Hier haben sehr viele Menschen, seit August 2019, ÖFFENTLICH ihre Erfahrung mit der Verschickung eingetragen. Bitte geht vorsichtig mit diesen Geschichten um, denn es sind die Schicksale von Menschen, die lange überlegt haben, bevor sie sich ihre Erinnerungen von der Seele geschrieben haben. Lange haben sie gedacht, sie sind mit ihren Erinnerungen allein. Der Sinn dieser Belegsammlung ist, dass andere ohne viel Aufwand sehen können, wie viel Geschichte hier bisher zurückgehalten wurde. Wenn du deinen Teil dazu beitragen möchtest, kannst du es hier unten, in unserem Gästebuch tun, wir danken dir dafür!
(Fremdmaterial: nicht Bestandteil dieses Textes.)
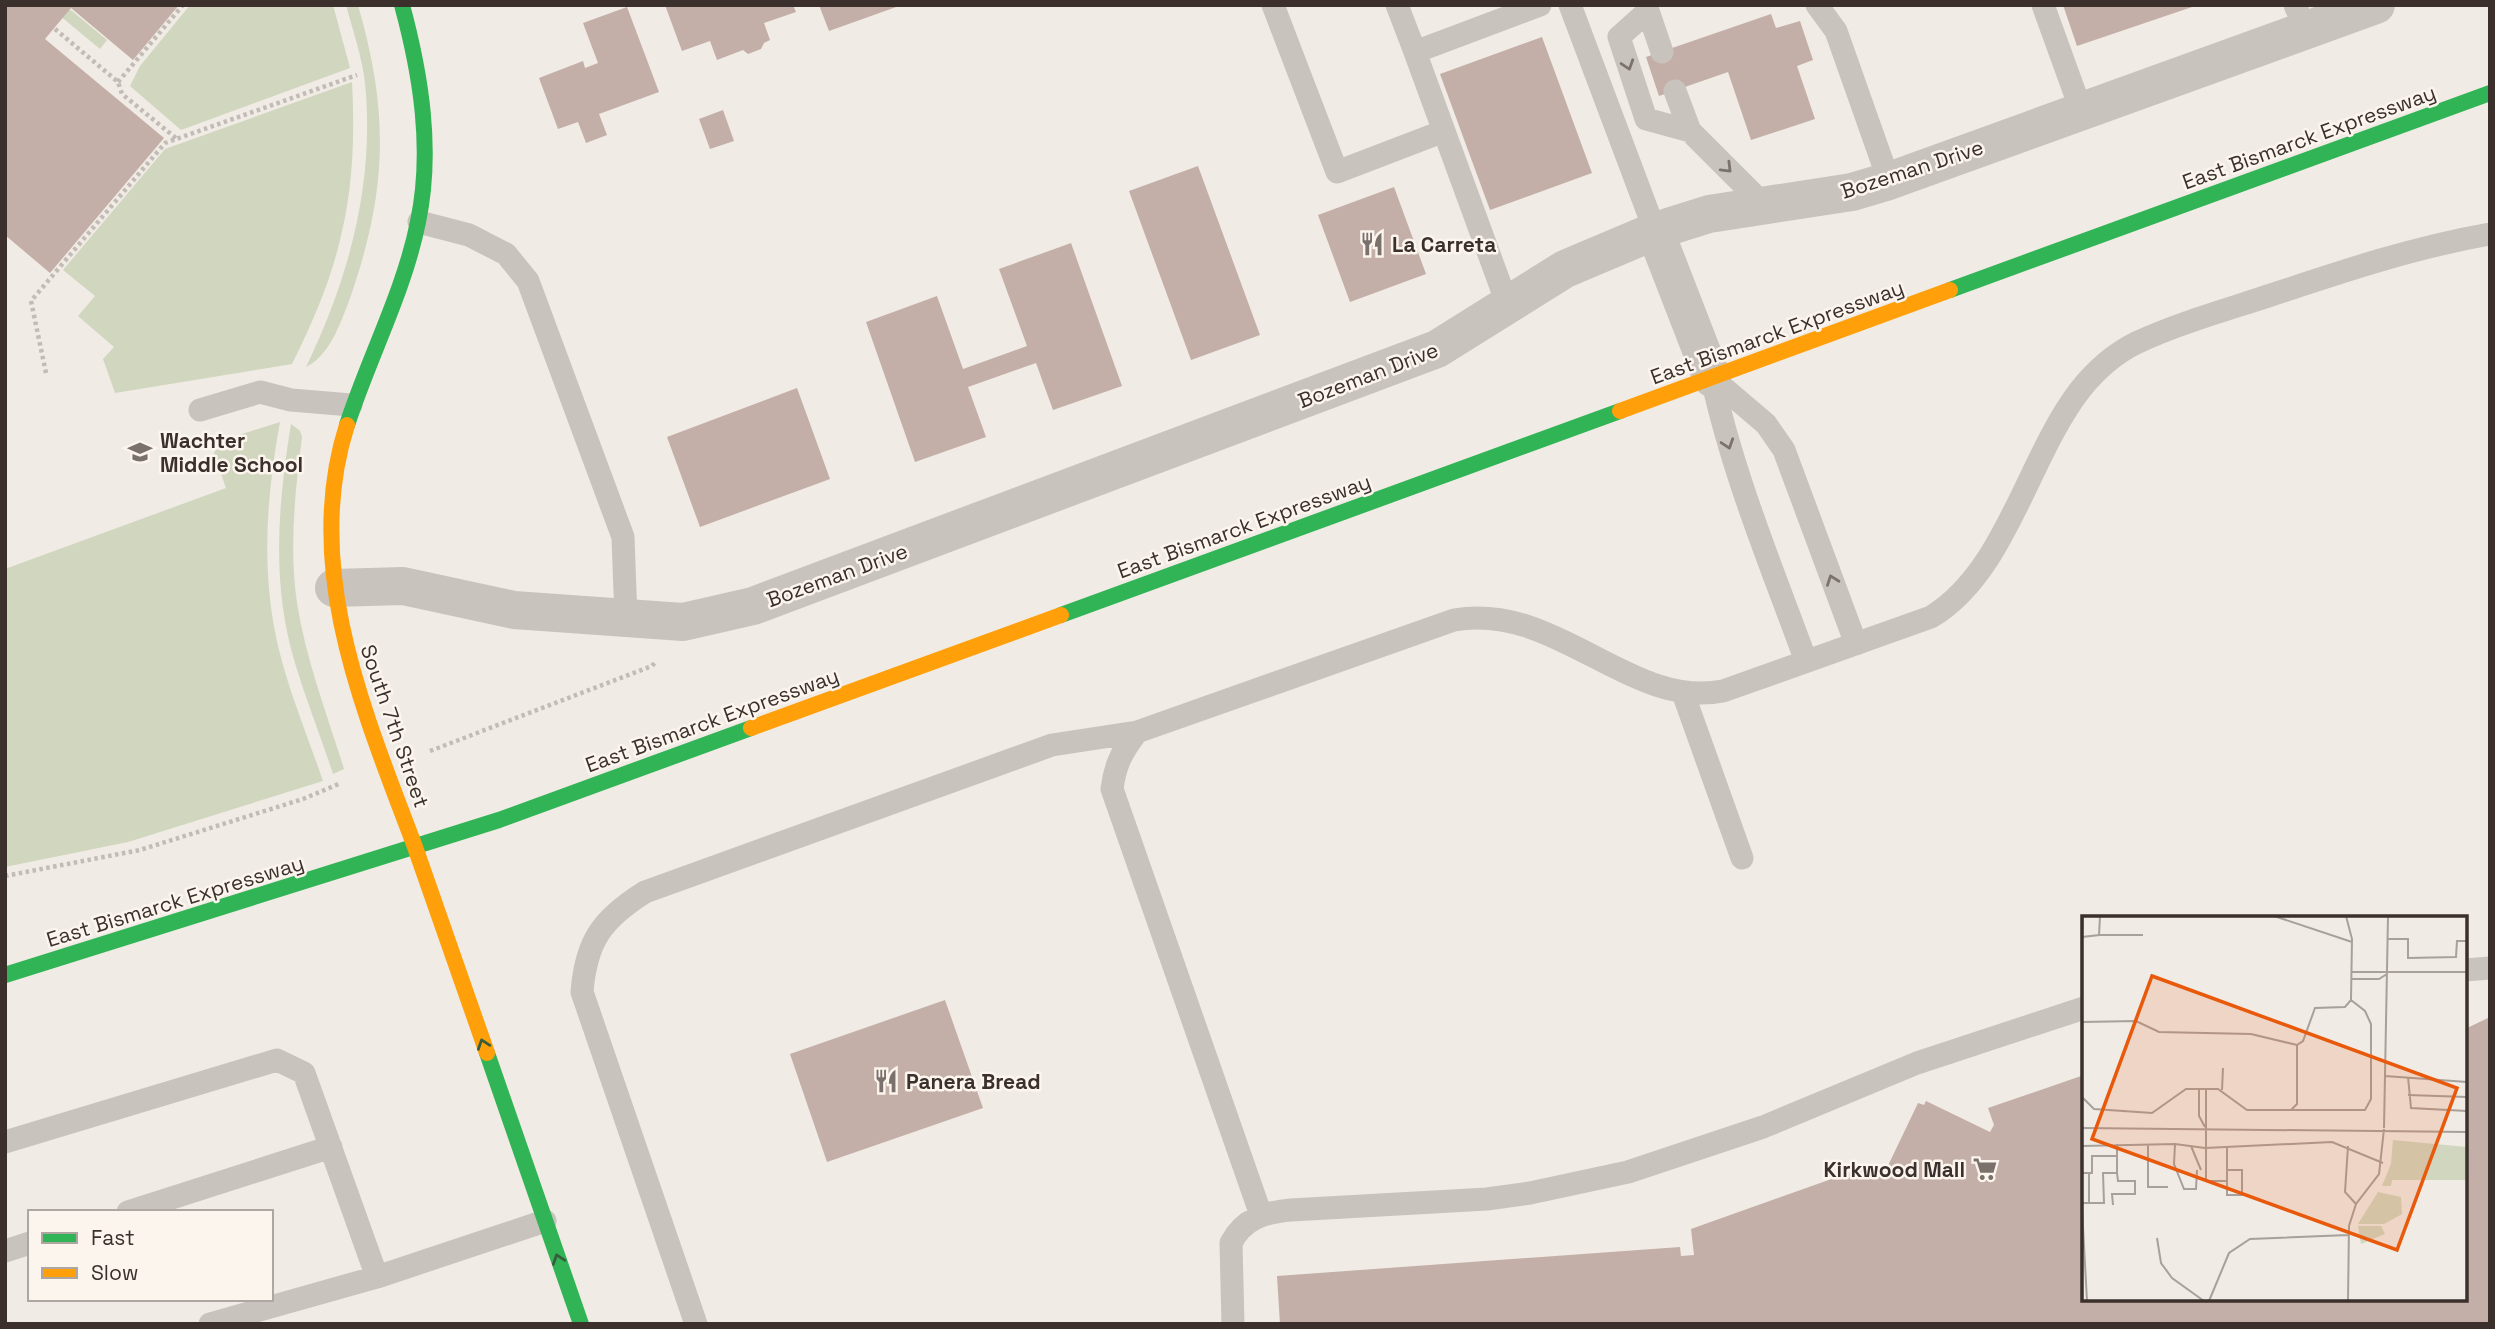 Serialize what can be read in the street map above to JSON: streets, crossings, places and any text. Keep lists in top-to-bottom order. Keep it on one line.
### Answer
{"streets":{"main road":["East Bismarck Expressway","South 7th Street"],"street":["Bozeman Drive"]},"crossings":[["East Bismarck Expressway","South 7th Street"],["Bozeman Drive","South 7th Street"]],"one_way":["South 7th Street"],"places":{"restaurant":["La Carreta","Panera Bread"],"school or university":["Wachter Middle School"],"supermarket":["Kirkwood Mall"]},"legend":["Fast","Slow"]}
Eure Geschichten sind Teil unserer Selbsthilfe, denn die Erinnerungen anderer helfen uns, unsere eigenen Erlebnisse zu verarbeiten. Sie helfen außerdem, dass man uns unser Leid glaubt. Eure Geschichten dienen also der Dokumentation, als Belegsammlung.

Wir bauen außerdem ein öffentlich zugängliches digitales Dokumentationszentrum auf, dort ist es möglich seinen Bericht öffentlich, mit allen Dokumenten, Briefen und dem Heimortbild zu versehen und zusammen mit der Redaktion einen Beitrag zu erarbeiten und auf der Bundes-Webseite einzustellen, der für zukünftige Ausstellungen und Dokumentationen benutzt werden kann. Meldet euch unter: info@verschickungsheime.de, wenn ihr viele Dokumente habt und solch eine Seite hier bei uns erstellen wollt. Hier ein Beispiel

Wenn Ihr mit anderen Betroffenen kommunizieren wollt, habt ihr drei Möglichkeiten:

  1. Auf der Überblickskarte nachschauen, ob eurer Heim schon Ansprechpartner hat, wenn nicht, meldet euch bei der Buko Buko-orga-st@verschickungsheime.de, und werdet vielleicht selber einer.
  2. Mit der Bundeskoordination Kontakt aufnehmen, um gezielt einem anderen Betroffenen bei ZEUGNIS ABLEGEN einen Brief per Mail zu schicken, der nicht öffentlich sichtbar sein soll, unter: Buko-orga-st@verschickungsheime.de
  3. Ins Forum gehen, dort auch euren Bericht reinstellen und dort mit anderen selbst Kontakt aufnehmen

Beachtet auch diese PETITION. Wenn sie euch gefällt, leitet sie weiter, danke!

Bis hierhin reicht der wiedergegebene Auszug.